Look through the records and copy each line that has "View" in it.

======== Data supplied ========

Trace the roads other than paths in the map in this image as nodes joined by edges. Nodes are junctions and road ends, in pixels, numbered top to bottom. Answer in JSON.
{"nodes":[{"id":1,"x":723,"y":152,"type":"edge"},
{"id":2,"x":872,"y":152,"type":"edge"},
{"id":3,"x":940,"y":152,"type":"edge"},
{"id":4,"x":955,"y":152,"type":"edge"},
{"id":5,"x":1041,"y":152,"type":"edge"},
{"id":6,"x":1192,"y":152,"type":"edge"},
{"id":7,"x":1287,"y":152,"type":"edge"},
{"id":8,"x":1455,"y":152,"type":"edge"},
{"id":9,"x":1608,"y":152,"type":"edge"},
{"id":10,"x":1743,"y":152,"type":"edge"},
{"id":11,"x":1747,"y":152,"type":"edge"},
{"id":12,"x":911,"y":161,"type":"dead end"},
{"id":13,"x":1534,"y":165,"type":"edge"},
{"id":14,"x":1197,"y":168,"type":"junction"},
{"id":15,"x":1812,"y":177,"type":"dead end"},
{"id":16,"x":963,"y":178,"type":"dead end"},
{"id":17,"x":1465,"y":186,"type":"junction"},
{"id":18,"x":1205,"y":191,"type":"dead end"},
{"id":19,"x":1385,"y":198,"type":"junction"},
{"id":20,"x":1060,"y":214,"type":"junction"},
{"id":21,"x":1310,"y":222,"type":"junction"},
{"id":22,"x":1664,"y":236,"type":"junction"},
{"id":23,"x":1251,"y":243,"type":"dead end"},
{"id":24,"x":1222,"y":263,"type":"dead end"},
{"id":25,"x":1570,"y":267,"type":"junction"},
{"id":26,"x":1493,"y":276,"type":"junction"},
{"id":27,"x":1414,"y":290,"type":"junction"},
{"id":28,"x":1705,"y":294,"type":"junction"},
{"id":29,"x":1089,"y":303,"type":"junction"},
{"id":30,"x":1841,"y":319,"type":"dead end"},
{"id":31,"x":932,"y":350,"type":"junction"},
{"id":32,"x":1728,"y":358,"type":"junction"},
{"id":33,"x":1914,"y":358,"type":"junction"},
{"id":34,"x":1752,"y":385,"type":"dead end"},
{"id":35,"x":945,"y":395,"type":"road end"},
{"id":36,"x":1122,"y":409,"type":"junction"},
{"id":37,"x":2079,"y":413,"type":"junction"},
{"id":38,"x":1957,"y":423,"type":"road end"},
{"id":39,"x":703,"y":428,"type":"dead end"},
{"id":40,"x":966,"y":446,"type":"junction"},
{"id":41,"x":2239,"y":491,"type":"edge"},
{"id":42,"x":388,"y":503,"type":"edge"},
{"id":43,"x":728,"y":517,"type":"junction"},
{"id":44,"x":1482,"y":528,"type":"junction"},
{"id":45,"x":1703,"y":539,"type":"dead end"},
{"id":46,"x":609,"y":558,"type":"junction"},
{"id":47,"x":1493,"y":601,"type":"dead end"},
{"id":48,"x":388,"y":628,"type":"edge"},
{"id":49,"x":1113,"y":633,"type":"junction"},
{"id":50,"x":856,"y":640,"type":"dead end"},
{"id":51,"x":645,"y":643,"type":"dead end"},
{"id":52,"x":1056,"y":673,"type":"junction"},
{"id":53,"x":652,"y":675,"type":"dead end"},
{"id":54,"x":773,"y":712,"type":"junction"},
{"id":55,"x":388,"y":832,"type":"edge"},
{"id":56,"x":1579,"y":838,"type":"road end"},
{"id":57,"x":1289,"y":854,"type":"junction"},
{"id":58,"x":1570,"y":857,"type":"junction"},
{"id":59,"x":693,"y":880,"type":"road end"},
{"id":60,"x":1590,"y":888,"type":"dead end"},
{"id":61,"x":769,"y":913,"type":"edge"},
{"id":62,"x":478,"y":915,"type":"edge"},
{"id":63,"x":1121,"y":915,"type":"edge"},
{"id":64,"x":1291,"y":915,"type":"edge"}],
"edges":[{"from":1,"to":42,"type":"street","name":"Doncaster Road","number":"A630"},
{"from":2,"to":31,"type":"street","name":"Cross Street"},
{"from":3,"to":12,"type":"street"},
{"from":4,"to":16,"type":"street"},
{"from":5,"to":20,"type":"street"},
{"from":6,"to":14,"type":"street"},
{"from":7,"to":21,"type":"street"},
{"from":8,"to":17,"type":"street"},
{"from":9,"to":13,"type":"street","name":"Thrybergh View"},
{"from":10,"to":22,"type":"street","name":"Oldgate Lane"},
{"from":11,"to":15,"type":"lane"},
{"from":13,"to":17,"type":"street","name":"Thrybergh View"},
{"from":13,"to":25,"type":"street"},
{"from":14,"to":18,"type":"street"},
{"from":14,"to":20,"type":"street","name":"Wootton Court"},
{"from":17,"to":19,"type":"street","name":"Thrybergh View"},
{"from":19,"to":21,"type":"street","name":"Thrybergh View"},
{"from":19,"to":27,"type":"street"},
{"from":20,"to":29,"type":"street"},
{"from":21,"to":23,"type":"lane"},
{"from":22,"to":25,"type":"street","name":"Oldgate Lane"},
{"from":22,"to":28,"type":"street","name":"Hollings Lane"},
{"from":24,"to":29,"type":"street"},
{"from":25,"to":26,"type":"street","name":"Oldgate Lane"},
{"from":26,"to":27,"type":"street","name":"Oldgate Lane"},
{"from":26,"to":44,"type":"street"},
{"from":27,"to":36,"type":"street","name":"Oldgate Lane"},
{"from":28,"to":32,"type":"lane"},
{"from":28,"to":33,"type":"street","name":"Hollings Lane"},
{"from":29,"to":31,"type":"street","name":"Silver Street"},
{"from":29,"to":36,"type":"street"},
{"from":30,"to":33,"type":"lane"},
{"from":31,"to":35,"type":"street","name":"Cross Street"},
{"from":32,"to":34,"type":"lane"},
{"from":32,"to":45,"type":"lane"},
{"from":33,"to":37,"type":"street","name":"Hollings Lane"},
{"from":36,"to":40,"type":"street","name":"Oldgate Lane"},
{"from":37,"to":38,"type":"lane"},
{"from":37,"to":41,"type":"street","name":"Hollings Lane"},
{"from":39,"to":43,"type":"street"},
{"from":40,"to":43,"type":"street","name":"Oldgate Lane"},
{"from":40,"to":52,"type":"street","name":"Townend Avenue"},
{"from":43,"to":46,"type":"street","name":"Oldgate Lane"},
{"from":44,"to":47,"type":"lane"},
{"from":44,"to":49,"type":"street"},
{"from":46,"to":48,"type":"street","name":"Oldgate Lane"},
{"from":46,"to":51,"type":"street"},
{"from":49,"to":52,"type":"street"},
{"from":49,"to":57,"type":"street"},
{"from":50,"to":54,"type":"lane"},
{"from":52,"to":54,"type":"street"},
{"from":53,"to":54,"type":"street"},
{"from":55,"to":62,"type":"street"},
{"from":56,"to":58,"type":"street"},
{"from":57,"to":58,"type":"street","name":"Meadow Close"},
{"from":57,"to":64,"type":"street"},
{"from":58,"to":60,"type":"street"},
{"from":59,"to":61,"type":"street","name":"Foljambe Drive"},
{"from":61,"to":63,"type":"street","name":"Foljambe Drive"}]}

========

(Task answer):
{"from":9,"to":13,"type":"street","name":"Thrybergh View"},
{"from":13,"to":17,"type":"street","name":"Thrybergh View"},
{"from":17,"to":19,"type":"street","name":"Thrybergh View"},
{"from":19,"to":21,"type":"street","name":"Thrybergh View"},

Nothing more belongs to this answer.